Author of several recipe books and culinary studies, she became one of the best-known household names in post-war Spain thanks to the large number of reprints of her book La cocina completa, which is regarded as one of the most influential Spanish recipe books of the 20th century.[1]

María Mestayer was born on 20 December 1877 in Bilbao, and was baptised on 7 January 1878 in the parish church of San Vicente Mártir de Abando as María Manuela Eugenia Carolina Mestayer Jacquet.[2] Her parents were the French businessman and diplomat Eugenio Mestayer Demelier and the Bilbao-born María Jacquet la Salle (or Delasalle), also of French origin, daughter of a famous Bilbao banker, Carlos Jacquet.

A few years after her birth, her father was appointed to the French consulate in Seville, where Maria spent part of her childhood and adolescence.

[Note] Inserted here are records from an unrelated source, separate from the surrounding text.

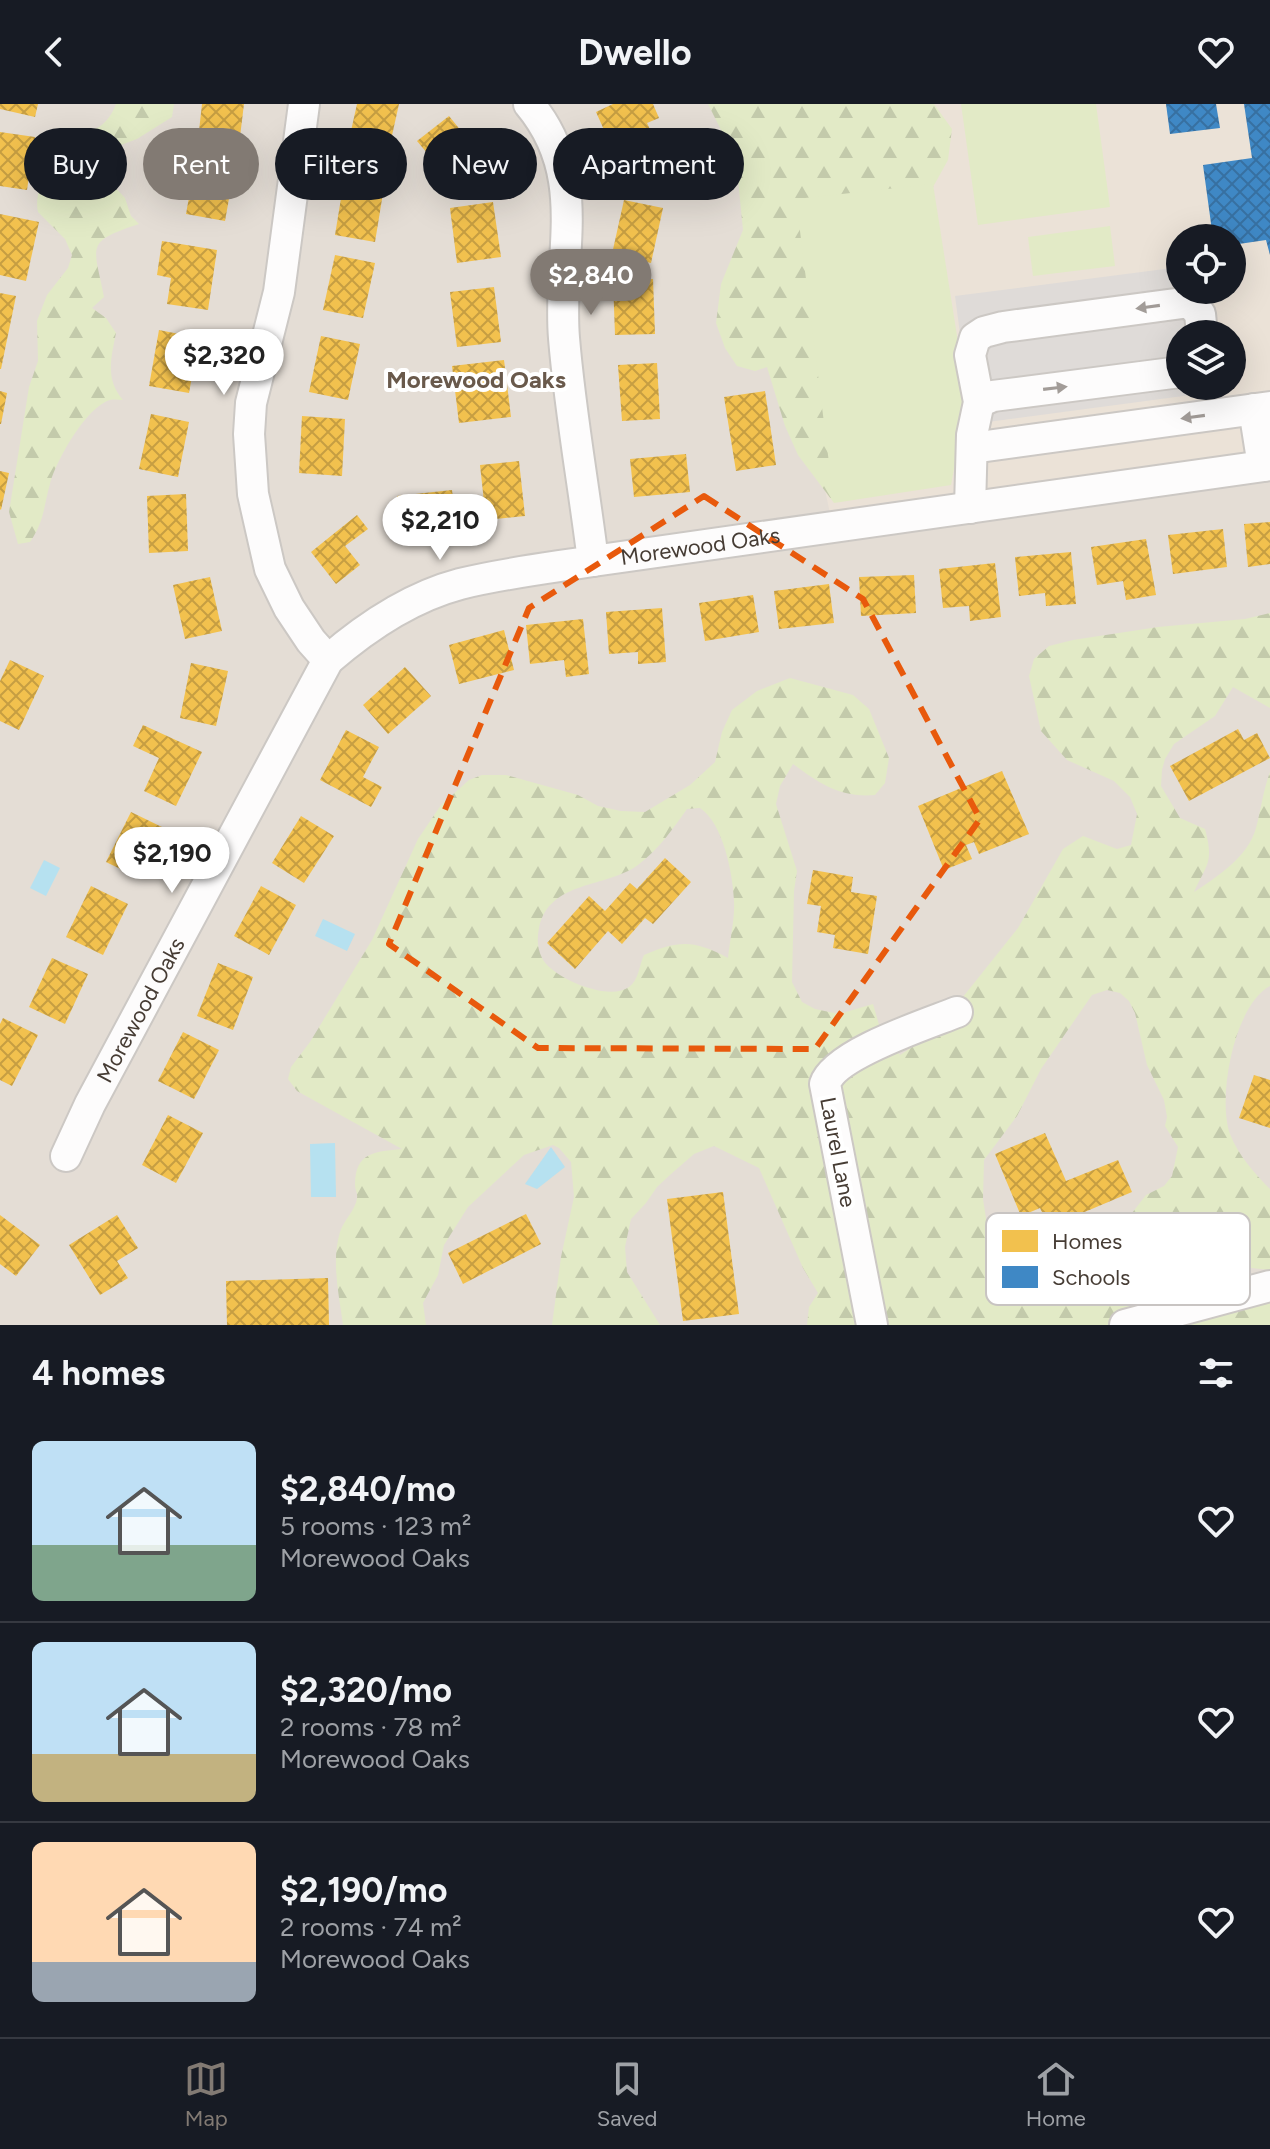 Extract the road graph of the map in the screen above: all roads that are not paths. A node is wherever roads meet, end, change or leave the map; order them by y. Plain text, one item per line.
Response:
1 (304, 104) edge
2 (529, 104) edge
3 (1201, 320) edge
4 (1166, 374) edge
5 (979, 402) junction
6 (1262, 408) edge
7 (972, 448) junction
8 (1266, 466) edge
9 (970, 508) junction
10 (593, 561) junction
11 (328, 660) junction
12 (957, 1012) dead end
13 (66, 1156) dead end
14 (1270, 1286) edge
15 (1250, 1291) edge
16 (1199, 1305) edge
17 (872, 1325) edge
18 (1125, 1325) edge

1 - 11 street
2 - 10 street, Morewood Oaks
3 -> 5 street
5 -> 4 street
5 - 7 street
6 -> 7 street
6 - 8 street
7 - 9 street
8 - 9 street, Morewood Oaks
9 - 10 street, Morewood Oaks
10 - 11 street
11 - 13 street, Morewood Oaks
12 - 17 street, Laurel Lane
14 - 15 street
16 - 18 street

Thanks to her family's good social and economic position, she enjoyed a careful cosmopolitan education. A keen reader and history buff, she travelled with her parents all over Europe, visiting the great capitals and the best restaurants of the time, such as that of Auguste Escoffier. Back in Bilbao, she met the lawyer and member of San Sebastián high society Ramón Echagüe Churruca, whom she married on 12 October 1901 in the Basilica of Begoña. They had eight children together.[1]